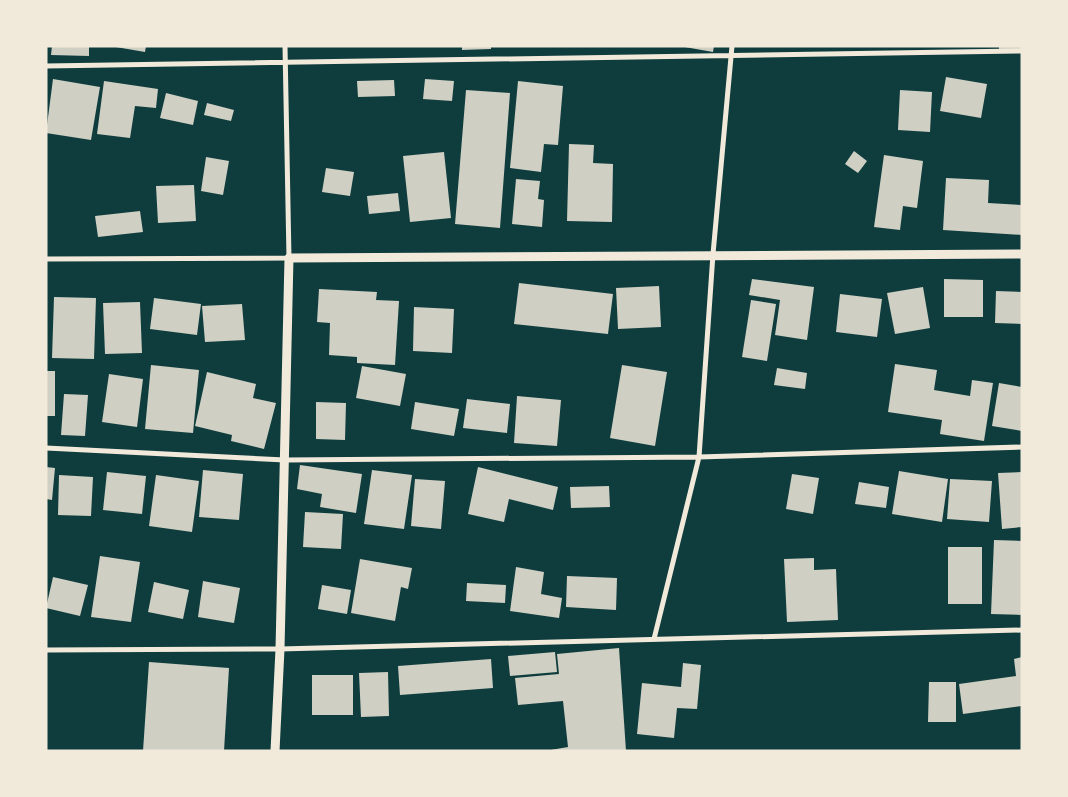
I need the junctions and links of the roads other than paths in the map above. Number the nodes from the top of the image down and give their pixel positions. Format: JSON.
{"nodes":[{"id":1,"x":286,"y":46,"type":"edge"},
{"id":2,"x":732,"y":46,"type":"edge"},
{"id":3,"x":1022,"y":51,"type":"edge"},
{"id":4,"x":731,"y":55,"type":"junction"},
{"id":5,"x":286,"y":62,"type":"junction"},
{"id":6,"x":46,"y":66,"type":"edge"},
{"id":7,"x":713,"y":254,"type":"junction"},
{"id":8,"x":1022,"y":254,"type":"edge"},
{"id":9,"x":289,"y":258,"type":"junction"},
{"id":10,"x":46,"y":259,"type":"edge"},
{"id":11,"x":1022,"y":447,"type":"edge"},
{"id":12,"x":46,"y":448,"type":"edge"},
{"id":13,"x":699,"y":457,"type":"junction"},
{"id":14,"x":285,"y":460,"type":"junction"},
{"id":15,"x":1022,"y":630,"type":"edge"},
{"id":16,"x":654,"y":640,"type":"junction"},
{"id":17,"x":280,"y":649,"type":"junction"},
{"id":18,"x":46,"y":650,"type":"edge"},
{"id":19,"x":275,"y":751,"type":"edge"}],
"edges":[{"from":1,"to":5,"type":"street"},
{"from":2,"to":4,"type":"street"},
{"from":3,"to":4,"type":"street"},
{"from":4,"to":5,"type":"street"},
{"from":4,"to":7,"type":"street"},
{"from":5,"to":6,"type":"street"},
{"from":5,"to":9,"type":"street"},
{"from":7,"to":8,"type":"street"},
{"from":7,"to":9,"type":"street"},
{"from":7,"to":13,"type":"street"},
{"from":9,"to":10,"type":"street"},
{"from":9,"to":14,"type":"street"},
{"from":11,"to":13,"type":"street"},
{"from":12,"to":14,"type":"street"},
{"from":13,"to":14,"type":"street"},
{"from":13,"to":16,"type":"street"},
{"from":14,"to":17,"type":"street"},
{"from":15,"to":16,"type":"street"},
{"from":16,"to":17,"type":"street"},
{"from":17,"to":18,"type":"street"},
{"from":17,"to":19,"type":"street"}]}
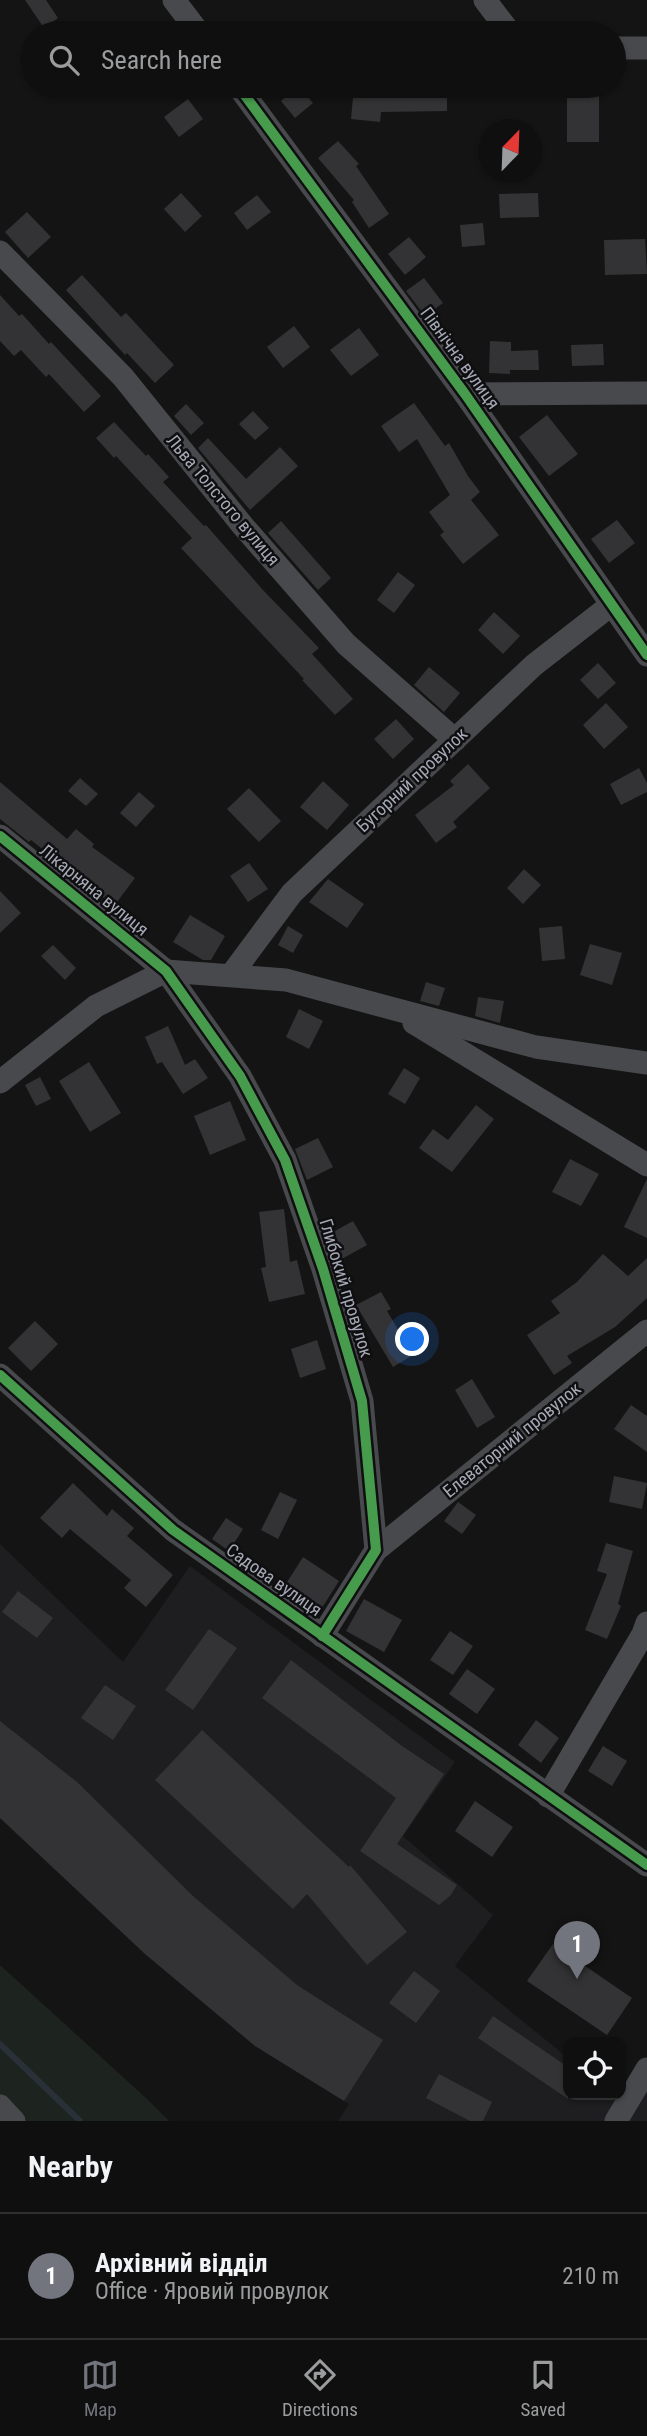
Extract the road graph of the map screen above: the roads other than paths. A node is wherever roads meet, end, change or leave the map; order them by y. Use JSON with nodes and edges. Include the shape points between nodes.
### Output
{"nodes":[{"id":1,"x":174,"y":0,"type":"edge"},
{"id":2,"x":485,"y":0,"type":"edge"},
{"id":3,"x":190,"y":21,"type":"edge"},
{"id":4,"x":501,"y":21,"type":"edge"},
{"id":5,"x":626,"y":48,"type":"edge"},
{"id":6,"x":647,"y":48,"type":"edge"},
{"id":7,"x":247,"y":98,"type":"edge"},
{"id":8,"x":0,"y":251,"type":"edge"},
{"id":9,"x":647,"y":393,"type":"edge"},
{"id":10,"x":465,"y":394,"type":"junction"},
{"id":11,"x":611,"y":604,"type":"junction"},
{"id":12,"x":647,"y":655,"type":"edge"},
{"id":13,"x":455,"y":740,"type":"junction"},
{"id":14,"x":0,"y":836,"type":"edge"},
{"id":15,"x":166,"y":971,"type":"junction"},
{"id":16,"x":231,"y":975,"type":"junction"},
{"id":17,"x":394,"y":1011,"type":"junction"},
{"id":18,"x":647,"y":1063,"type":"edge"},
{"id":19,"x":0,"y":1082,"type":"edge"},
{"id":20,"x":647,"y":1165,"type":"edge"},
{"id":21,"x":647,"y":1331,"type":"edge"},
{"id":22,"x":0,"y":1375,"type":"edge"},
{"id":23,"x":376,"y":1550,"type":"junction"},
{"id":24,"x":647,"y":1623,"type":"edge"},
{"id":25,"x":322,"y":1636,"type":"junction"},
{"id":26,"x":548,"y":1796,"type":"junction"},
{"id":27,"x":647,"y":1865,"type":"edge"},
{"id":28,"x":647,"y":2069,"type":"edge"},
{"id":29,"x":616,"y":2121,"type":"edge"}],
"edges":[{"from":1,"to":3,"type":"street"},
{"from":2,"to":4,"type":"street"},
{"from":5,"to":6,"type":"street"},
{"from":7,"to":10,"type":"street","name":"Північна вулиця"},
{"from":8,"to":13,"type":"street","name":"Льва Толстого вулиця","via":[[123,377],[346,644]]},
{"from":9,"to":10,"type":"street"},
{"from":10,"to":11,"type":"street","name":"Північна вулиця"},
{"from":11,"to":12,"type":"street","name":"Північна вулиця"},
{"from":11,"to":13,"type":"street","name":"Бугорний провулок","via":[[534,665]]},
{"from":13,"to":16,"type":"street","name":"Бугорний провулок","via":[[292,892]]},
{"from":14,"to":15,"type":"street","name":"Лікарняна вулиця"},
{"from":15,"to":16,"type":"street"},
{"from":15,"to":19,"type":"street","via":[[96,1006]]},
{"from":15,"to":23,"type":"street","name":"Глибокий провулок","via":[[240,1076],[285,1160],[362,1401]]},
{"from":16,"to":17,"type":"street","via":[[286,981]]},
{"from":17,"to":18,"type":"street","via":[[536,1047]]},
{"from":17,"to":20,"type":"street"},
{"from":21,"to":23,"type":"street","name":"Елеваторний провулок"},
{"from":22,"to":25,"type":"street","name":"Садова вулиця","via":[[173,1530]]},
{"from":23,"to":25,"type":"street"},
{"from":24,"to":26,"type":"street"},
{"from":25,"to":26,"type":"street","name":"Садова вулиця"},
{"from":26,"to":27,"type":"street","name":"Садова вулиця"},
{"from":28,"to":29,"type":"street"}]}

Goal of the exercise:
Reproduce the entries above word for word. Pictures stay out.

Exercise answer:
I need the junctions and links of the roads other than paths in the map above. Number the nodes from the top of the image down and give their pixel positions. Format: JSON.
{"nodes":[{"id":1,"x":286,"y":46,"type":"edge"},
{"id":2,"x":732,"y":46,"type":"edge"},
{"id":3,"x":1022,"y":51,"type":"edge"},
{"id":4,"x":731,"y":55,"type":"junction"},
{"id":5,"x":286,"y":62,"type":"junction"},
{"id":6,"x":46,"y":66,"type":"edge"},
{"id":7,"x":713,"y":254,"type":"junction"},
{"id":8,"x":1022,"y":254,"type":"edge"},
{"id":9,"x":289,"y":258,"type":"junction"},
{"id":10,"x":46,"y":259,"type":"edge"},
{"id":11,"x":1022,"y":447,"type":"edge"},
{"id":12,"x":46,"y":448,"type":"edge"},
{"id":13,"x":699,"y":457,"type":"junction"},
{"id":14,"x":285,"y":460,"type":"junction"},
{"id":15,"x":1022,"y":630,"type":"edge"},
{"id":16,"x":654,"y":640,"type":"junction"},
{"id":17,"x":280,"y":649,"type":"junction"},
{"id":18,"x":46,"y":650,"type":"edge"},
{"id":19,"x":275,"y":751,"type":"edge"}],
"edges":[{"from":1,"to":5,"type":"street"},
{"from":2,"to":4,"type":"street"},
{"from":3,"to":4,"type":"street"},
{"from":4,"to":5,"type":"street"},
{"from":4,"to":7,"type":"street"},
{"from":5,"to":6,"type":"street"},
{"from":5,"to":9,"type":"street"},
{"from":7,"to":8,"type":"street"},
{"from":7,"to":9,"type":"street"},
{"from":7,"to":13,"type":"street"},
{"from":9,"to":10,"type":"street"},
{"from":9,"to":14,"type":"street"},
{"from":11,"to":13,"type":"street"},
{"from":12,"to":14,"type":"street"},
{"from":13,"to":14,"type":"street"},
{"from":13,"to":16,"type":"street"},
{"from":14,"to":17,"type":"street"},
{"from":15,"to":16,"type":"street"},
{"from":16,"to":17,"type":"street"},
{"from":17,"to":18,"type":"street"},
{"from":17,"to":19,"type":"street"}]}
Extract the road graph of the map screen above: the roads other than paths. A node is wherever roads meet, end, change or leave the map; order them by y. Use JSON with nodes and edges. Include the shape points between nodes.
### Output
{"nodes":[{"id":1,"x":174,"y":0,"type":"edge"},
{"id":2,"x":485,"y":0,"type":"edge"},
{"id":3,"x":190,"y":21,"type":"edge"},
{"id":4,"x":501,"y":21,"type":"edge"},
{"id":5,"x":626,"y":48,"type":"edge"},
{"id":6,"x":647,"y":48,"type":"edge"},
{"id":7,"x":247,"y":98,"type":"edge"},
{"id":8,"x":0,"y":251,"type":"edge"},
{"id":9,"x":647,"y":393,"type":"edge"},
{"id":10,"x":465,"y":394,"type":"junction"},
{"id":11,"x":611,"y":604,"type":"junction"},
{"id":12,"x":647,"y":655,"type":"edge"},
{"id":13,"x":455,"y":740,"type":"junction"},
{"id":14,"x":0,"y":836,"type":"edge"},
{"id":15,"x":166,"y":971,"type":"junction"},
{"id":16,"x":231,"y":975,"type":"junction"},
{"id":17,"x":394,"y":1011,"type":"junction"},
{"id":18,"x":647,"y":1063,"type":"edge"},
{"id":19,"x":0,"y":1082,"type":"edge"},
{"id":20,"x":647,"y":1165,"type":"edge"},
{"id":21,"x":647,"y":1331,"type":"edge"},
{"id":22,"x":0,"y":1375,"type":"edge"},
{"id":23,"x":376,"y":1550,"type":"junction"},
{"id":24,"x":647,"y":1623,"type":"edge"},
{"id":25,"x":322,"y":1636,"type":"junction"},
{"id":26,"x":548,"y":1796,"type":"junction"},
{"id":27,"x":647,"y":1865,"type":"edge"},
{"id":28,"x":647,"y":2069,"type":"edge"},
{"id":29,"x":616,"y":2121,"type":"edge"}],
"edges":[{"from":1,"to":3,"type":"street"},
{"from":2,"to":4,"type":"street"},
{"from":5,"to":6,"type":"street"},
{"from":7,"to":10,"type":"street","name":"Північна вулиця"},
{"from":8,"to":13,"type":"street","name":"Льва Толстого вулиця","via":[[123,377],[346,644]]},
{"from":9,"to":10,"type":"street"},
{"from":10,"to":11,"type":"street","name":"Північна вулиця"},
{"from":11,"to":12,"type":"street","name":"Північна вулиця"},
{"from":11,"to":13,"type":"street","name":"Бугорний провулок","via":[[534,665]]},
{"from":13,"to":16,"type":"street","name":"Бугорний провулок","via":[[292,892]]},
{"from":14,"to":15,"type":"street","name":"Лікарняна вулиця"},
{"from":15,"to":16,"type":"street"},
{"from":15,"to":19,"type":"street","via":[[96,1006]]},
{"from":15,"to":23,"type":"street","name":"Глибокий провулок","via":[[240,1076],[285,1160],[362,1401]]},
{"from":16,"to":17,"type":"street","via":[[286,981]]},
{"from":17,"to":18,"type":"street","via":[[536,1047]]},
{"from":17,"to":20,"type":"street"},
{"from":21,"to":23,"type":"street","name":"Елеваторний провулок"},
{"from":22,"to":25,"type":"street","name":"Садова вулиця","via":[[173,1530]]},
{"from":23,"to":25,"type":"street"},
{"from":24,"to":26,"type":"street"},
{"from":25,"to":26,"type":"street","name":"Садова вулиця"},
{"from":26,"to":27,"type":"street","name":"Садова вулиця"},
{"from":28,"to":29,"type":"street"}]}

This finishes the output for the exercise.